Words will never be able to describe the situation as vividly.

On the left side of the track, it was the Punggol Waterway, or the Punggol Serangoon River (depending on which stage of the journey I was on). The thin yet powerful needles of raindrops raced into the river, producing a loud and continuous sound. Large river. Small human being. Trying to get back to a place of refuge. And that’s not all.

On the right side, there were rows of trees, as if welcoming me as I cycled past them. But in a situation like this, it was not all that fancy. There was not only rain but also strong winds blowing almost horizontally. This meant that the trees were all tilted towards me on the path, with blankets of water splashing by, like a row of water-spewing creatures threatening to envelop me. (No, not the Merlion, that’s too cute/loved to be described as such!!)

No, it wasn’t my first time being in a similar situation.

There was once where I cycled and the sky turned dark very quickly at around 7pm – it was very dark as the lights were not fully installed along the park connector yet. But that time, I was with my cousin. Definitely, there was fear as I made silent prayers to myself on how I just wanted to reach home as soon as I can.
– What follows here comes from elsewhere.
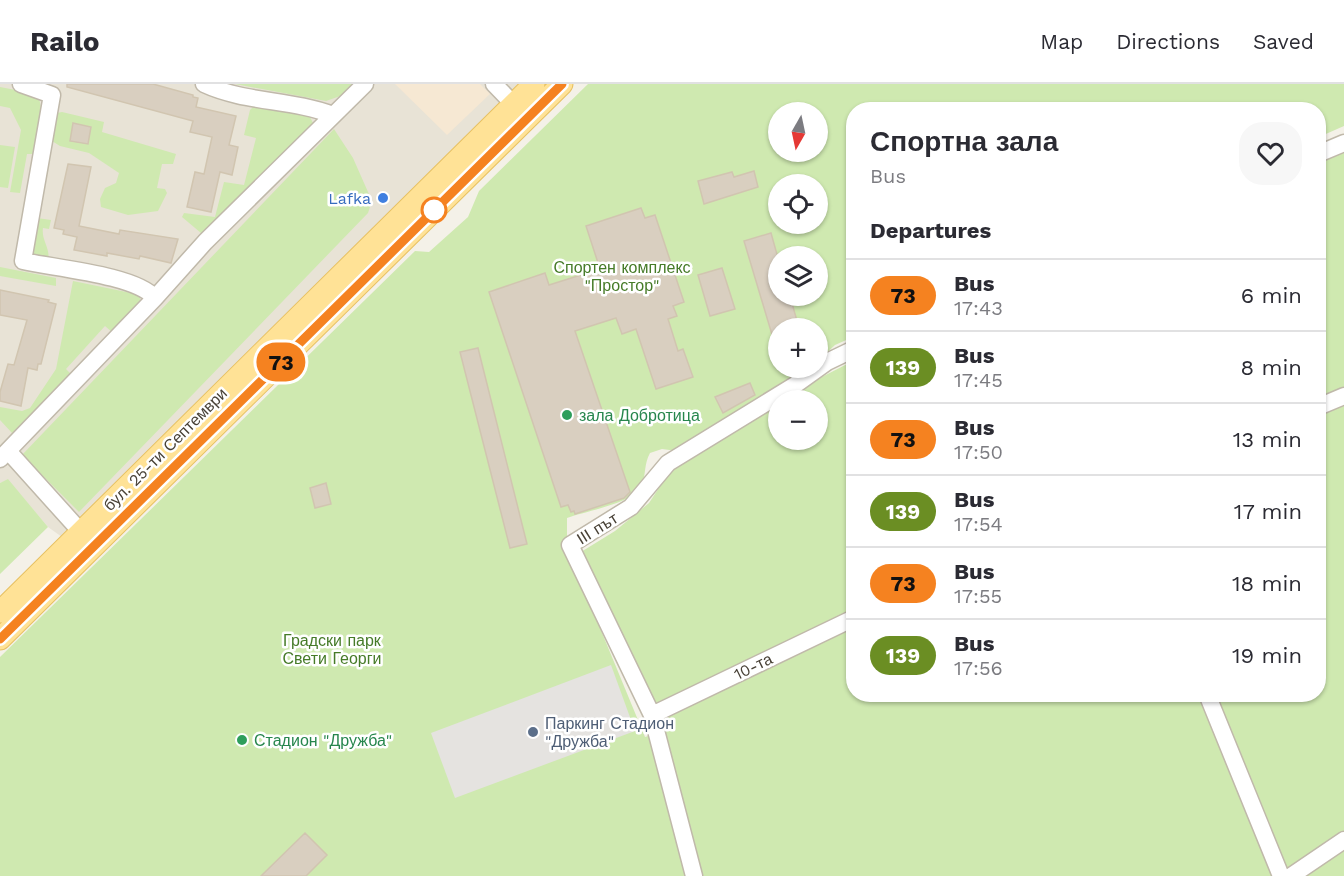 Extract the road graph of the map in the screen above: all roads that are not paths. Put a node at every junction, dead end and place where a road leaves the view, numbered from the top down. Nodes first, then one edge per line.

But because I was not alone back then, that experience paled in comparison. Another time when the rain came down as I was cycling, I wasn’t alone either, and the rain back then was much short-lived too.

Now, in contrast, I am alone in this situation. Especially so as this was mid-afternoon where the park connector is least utilised. Two elements of nature beside me — water on my left, trees on my right. (Side-tracking ahead alert) This also reminded me how helpless we humans are when pitted against nature. Yet at that same day, I was planning to write about a plot of lalang field lost to redevelopment too. If it is Humans vs Nature, it’s obvious who will win (think Global Warming). For the record, I have never been interested in nature, but cycling along this route did change that a little.

What kept me going, you might ask. What gave me the strength to carry on riding as fast as I can, even as doubts surfaced in my mind? Faith. As a human being with a size insignificant to that of Mother Nature and the Earth, what could I have done other than to hope for the best? Surely I could not have stopped the downpour according to my liking. As I rode along the path, I told myself that I would be able to reach home safe and sound. I hoped for the best, that this rain would stop soon (fortunately, there was no sign of lightning nor the activation of the lightning warning system that time), that I would not skid, that I would not lose the strength to go on (both physical and mental strength). (I did not manage to pass the NAPFA test, in case you’re wondering.) In other words, in tough situations like this where you can neither change the situation nor hide from it, do not lose hope and persevere on.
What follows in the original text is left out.